___ MATERIAL FOR THE TASK ___

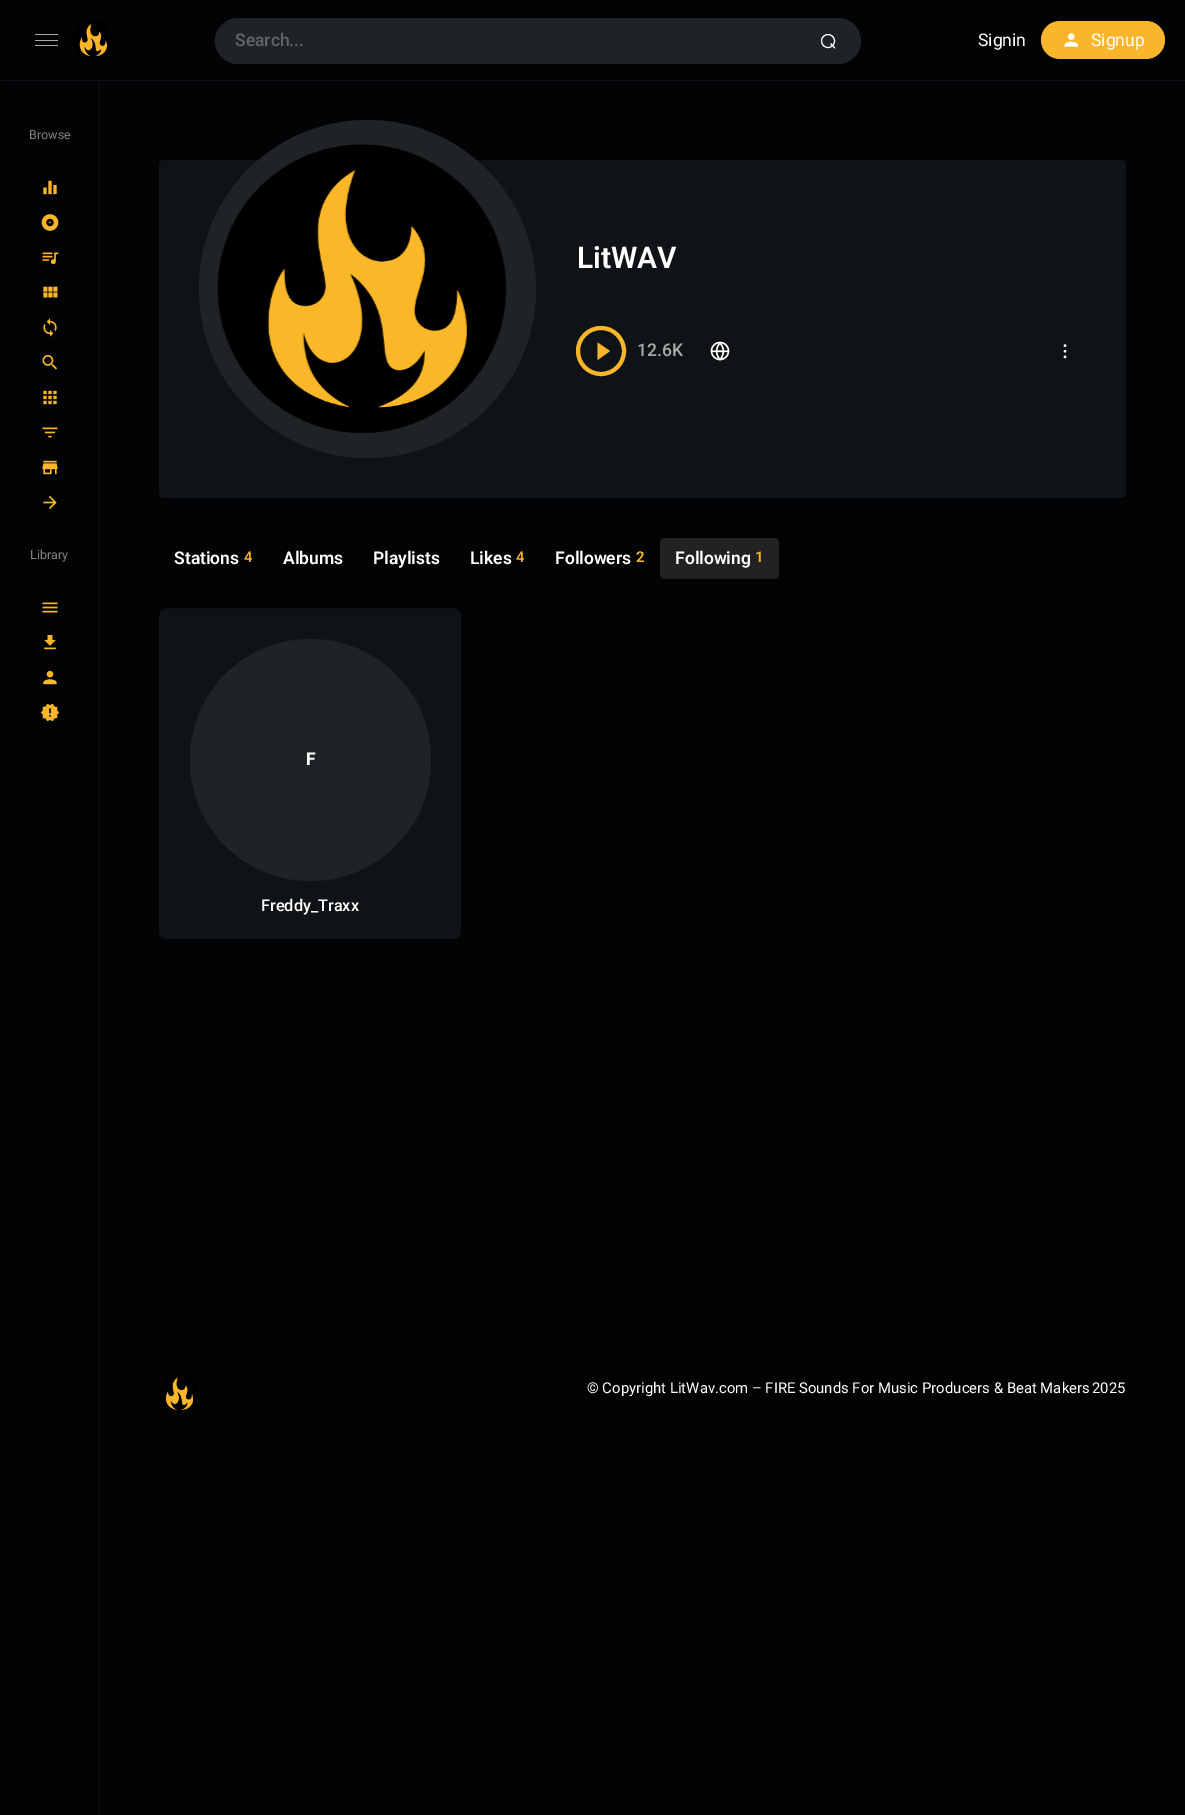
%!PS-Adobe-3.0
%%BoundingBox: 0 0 1185 1815
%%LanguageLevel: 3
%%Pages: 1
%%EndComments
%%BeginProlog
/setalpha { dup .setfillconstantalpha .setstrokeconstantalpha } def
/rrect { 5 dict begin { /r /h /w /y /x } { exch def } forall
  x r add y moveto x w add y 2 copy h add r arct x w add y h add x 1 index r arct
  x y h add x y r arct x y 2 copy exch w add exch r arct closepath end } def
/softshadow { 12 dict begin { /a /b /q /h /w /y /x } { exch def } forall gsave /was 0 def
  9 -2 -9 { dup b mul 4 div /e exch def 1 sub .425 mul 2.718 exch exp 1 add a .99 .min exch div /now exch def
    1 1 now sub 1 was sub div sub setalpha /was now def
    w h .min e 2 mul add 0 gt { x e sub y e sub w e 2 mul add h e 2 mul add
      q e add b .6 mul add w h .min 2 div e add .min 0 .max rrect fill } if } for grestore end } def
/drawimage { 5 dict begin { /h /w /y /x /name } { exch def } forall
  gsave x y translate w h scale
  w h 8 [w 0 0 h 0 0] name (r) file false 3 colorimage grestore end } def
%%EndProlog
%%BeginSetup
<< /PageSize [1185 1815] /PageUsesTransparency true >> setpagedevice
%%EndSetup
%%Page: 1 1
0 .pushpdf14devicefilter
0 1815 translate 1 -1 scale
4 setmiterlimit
0.004 0.012 0.02 setrgbcolor
0 0 1185 1815 rectfill
0.055 0.067 0.078 setrgbcolor
99 80 1 1735 rectfill
gsave
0 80 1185 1 rectclip
0.51 0.549 0.588 setrgbcolor
0 1 1185 80 0 0.5 0.1 softshadow
grestore
0.667 setgray
35 40 23 1 0.5 rrect fill
35 34 23 1 0.5 rrect fill
35 45 23 1 0.5 rrect fill
(images/1.raw) 73 21 39 38 drawimage
0.125 0.137 0.149 setrgbcolor
215 18 646 46 23 rrect fill
1 setgray
newpath 828 41 6.5 0 360 arc closepath stroke
newpath 831.5 43.5 moveto 834.5 47 lineto 836 48.5 835 49 833.5 47.5 curveto 830.5 44.5 lineto 830 44 831 43 831.5 43.5 curveto closepath fill
0.98 0.714 0.169 setrgbcolor
1041 21 124 38 19 rrect fill
(images/2.raw) 1064 33 14 14 drawimage
(images/3.raw) 43 180 14 15 drawimage
(images/4.raw) 41 214 18 17 drawimage
(images/5.raw) 42 252 17 13 drawimage
(images/6.raw) 43 286 15 12 drawimage
(images/7.raw) 43 318 14 19 drawimage
(images/8.raw) 42 355 15 15 drawimage
(images/9.raw) 43 390 14 15 drawimage
(images/10.raw) 42 427 16 11 drawimage
(images/11.raw) 42 460 16 15 drawimage
(images/12.raw) 43 496 14 13 drawimage
(images/13.raw) 42 602 16 11 drawimage
(images/14.raw) 44 635 12 15 drawimage
(images/15.raw) 43 670 14 15 drawimage
(images/16.raw) 40 703 20 19 drawimage
0.063 0.075 0.086 setrgbcolor
159 160 967 338 5 rrect fill
0.125 0.137 0.149 setrgbcolor
199 120 337 338 168.5 rrect fill
(images/17.raw) 217 144 290 289 drawimage
0.98 0.714 0.169 setrgbcolor
newpath 597.5 360 moveto 597.5 342.5 lineto 610 351 lineto closepath fill
4 setlinewidth
newpath 601 351 23 0 360 arc closepath stroke
(images/18.raw) 710 341 20 20 drawimage
(images/19.raw) 1063 344 4 15 drawimage
0.133 setgray
660 538 119 41 5 rrect fill
0.051 0.063 0.075 setrgbcolor
newpath 167 608 moveto 164 608 161 610 160 612 curveto 161 610 164 609 166 609 curveto 454 609 lineto 456 609 459 610 460 612 curveto 459 610 456 608 453 608 curveto closepath fill
0.063 0.075 0.086 setrgbcolor
159 609 302 330 8 rrect fill
0.125 0.137 0.149 setrgbcolor
190 639 241 242 120.5 rrect fill
(images/20.raw) 159 1374 39 39 drawimage
/Roboto-Medium [17.5 0 0 -17.5 0 0] selectfont
0.388 0.396 0.404 setrgbcolor
235 46 moveto (Search...) show
/Roboto-Regular [17.5 0 0 -17.5 0 0] selectfont
1 setgray
978 46 moveto (Signin) show
1091 46 moveto (Signup) show
/Roboto-Regular [12.5 0 0 -12.5 0 0] selectfont
0.502 0.506 0.51 setrgbcolor
29 139 moveto (Browse) show
30 559 moveto (Library) show
/Roboto-SemiBold [30 0 0 -30 0 0] selectfont
1 setgray
577 268 moveto (LitWAV) show
/Roboto-Medium [17.5 0 0 -17.5 0 0] selectfont
0.667 setgray
637 356 moveto (12.6K) show
/Roboto-SemiBold [17.5 0 0 -17.5 0 0] selectfont
1 setgray
174 564 moveto (Stations) show
/Roboto-SemiBold [14.9 0 0 -14.9 0 0] selectfont
0.98 0.714 0.169 setrgbcolor
244 562 moveto (4) show
/Roboto-SemiBold [17.5 0 0 -17.5 0 0] selectfont
1 setgray
283 564 moveto (Albums) show
373 564 moveto (Playlists) show
470 564 moveto (Likes) show
/Roboto-SemiBold [14.9 0 0 -14.9 0 0] selectfont
0.98 0.714 0.169 setrgbcolor
516 562 moveto (4) show
/Roboto-SemiBold [17.5 0 0 -17.5 0 0] selectfont
1 setgray
555 564 moveto (Followers) show
/Roboto-SemiBold [14.9 0 0 -14.9 0 0] selectfont
0.98 0.714 0.169 setrgbcolor
636 562 moveto (2) show
/Roboto-SemiBold [17.5 0 0 -17.5 0 0] selectfont
1 setgray
675 564 moveto (Following) show
/Roboto-SemiBold [14.9 0 0 -14.9 0 0] selectfont
0.98 0.714 0.169 setrgbcolor
755 562 moveto (1) show
/Roboto-Bold [17.5 0 0 -17.5 0 0] selectfont
1 setgray
306 765 moveto (F) show
/Roboto-Medium [16.25 0 0 -16.25 0 0] selectfont
261 911 moveto (Freddy_Traxx) show
/Roboto-Regular [14.9 0 0 -14.9 0 0] selectfont
587 1393 moveto (© Copyright LitWav.com – FIRE Sounds For Music Producers & Beat Makers) show
1092 1393 moveto (2025) show
.poppdf14devicefilter showpage
%%EOF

___

# EXERCISE GOAL:
Sift through the entries and copy every line with "translate".

# ANSWER BELOW:
  gsave x y translate w h scale
0 1815 translate 1 -1 scale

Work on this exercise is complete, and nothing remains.